Fisher echoed the importance of checklists when facing a stressful situation during a flight. “Flows on the [Pilatus] PC-12 I fly are pretty intuitive and the checklists are fairly short, but I still go through each step as a challenge-and-response to myself. Even if the passengers may think I’m crazy when I’m saying the steps out loud,” he laughed.
In addition to checklists, Todd Hotes, flight operations management and chief pilot for Polymer Resources, also emphasized how a FRAT, a full safety management system (SMS) or employing crew resource management/single-pilot resource management (CRM/SRM) all contribute to mitigating stress for single pilots.
“These are all tools we have available to us to help make us more professional pilots,” he said, “and becoming a more professional pilot, in turn, reduces our stress levels.”
What We Can Do
Learning to properly manage external stress factors is another important duty for single pilots. Vanichkachorn pointed to company employee assistance programs (EAPs) and outside counseling options for times when pilots may face life challenges that seem greater than their own ability to overcome them.

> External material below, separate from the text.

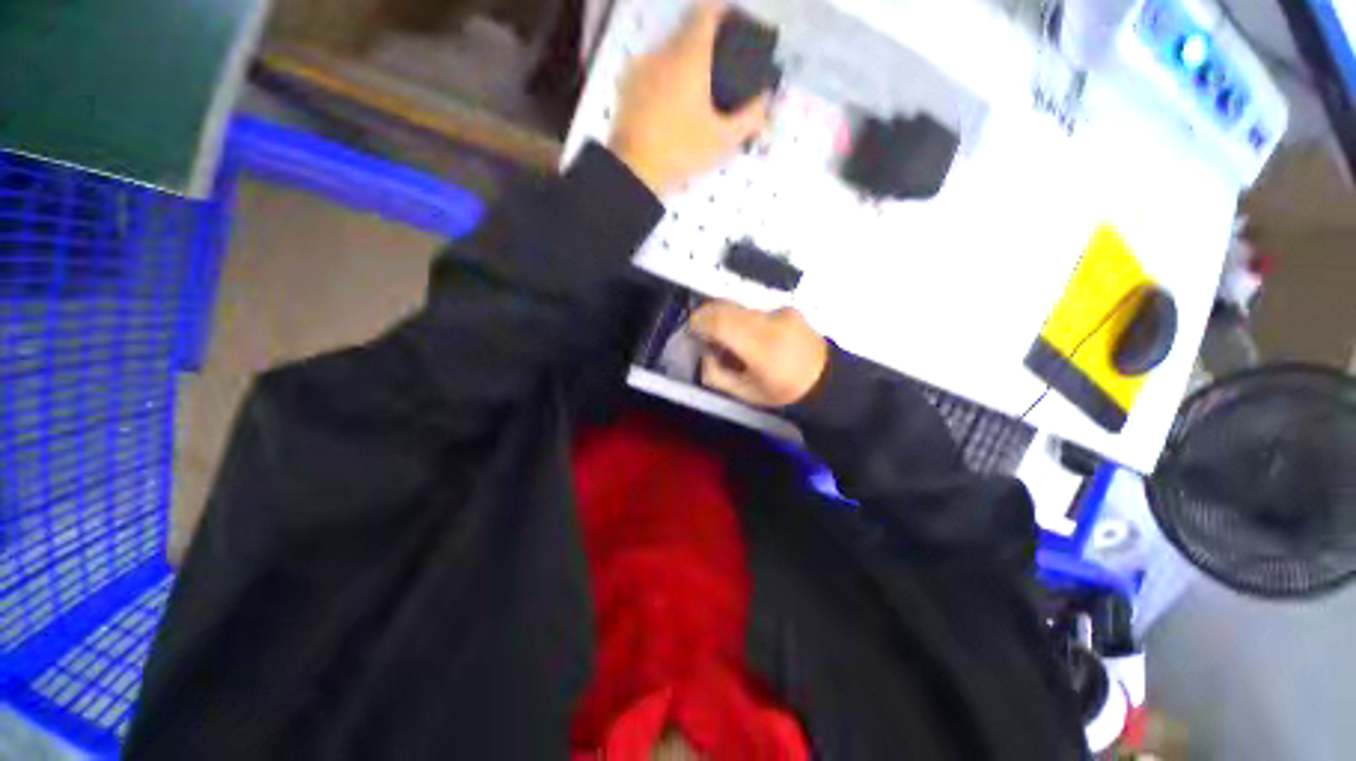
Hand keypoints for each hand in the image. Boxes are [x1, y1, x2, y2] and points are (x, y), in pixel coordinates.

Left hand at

“It’s okay to talk to someone,” he said. “One positive result from the COVID-19 pandemic is that we now even have online therapy options available – and none of those options in any way risks your medical [certificate] with the FAA when medication isn’t involved.”
Adapting healthier lifestyle habits, including exercise and diet, can also help mitigate the effects from stress. However, ensuring proper rest and avoiding fatigue may offer the strongest benefits.
“I liken sleep to an oil change for the brain,” Vanichkachorn said. “We often aren’t focused on the need for quality sleep, so we really need to pay attention to proper sleep hygiene,” including good airflow, reduced light interruptions and the self-discipline to resist checking your smartphone at 2 am.
“Don't beat yourself up for not handling it perfectly. Just make note of what you could do better next time.”
Todd Hotes flight operations management and chief pilot, Polymer Resources
Even the successful completion of a flight may still bring about stress, as pilots tend to also be their own worst critics.
“Never feel embarrassed or ashamed to be in a stressful situation,” Hotes said. “Don’t beat yourself up for not handling it perfectly. Just make note of what you could do better next time.”
“I’ve never had a flight where I thought everything went absolutely perfectly,” Precourt agreed. “A post-flight debrief, even with yourself, is a good way to identify areas where stress got to you, so you can then park in your brain the idea you’ll do better next time.
“That’s a critical thing in learning to acknowledge stress without obsessing about it,” he concluded, “and most of us don’t do it enough.”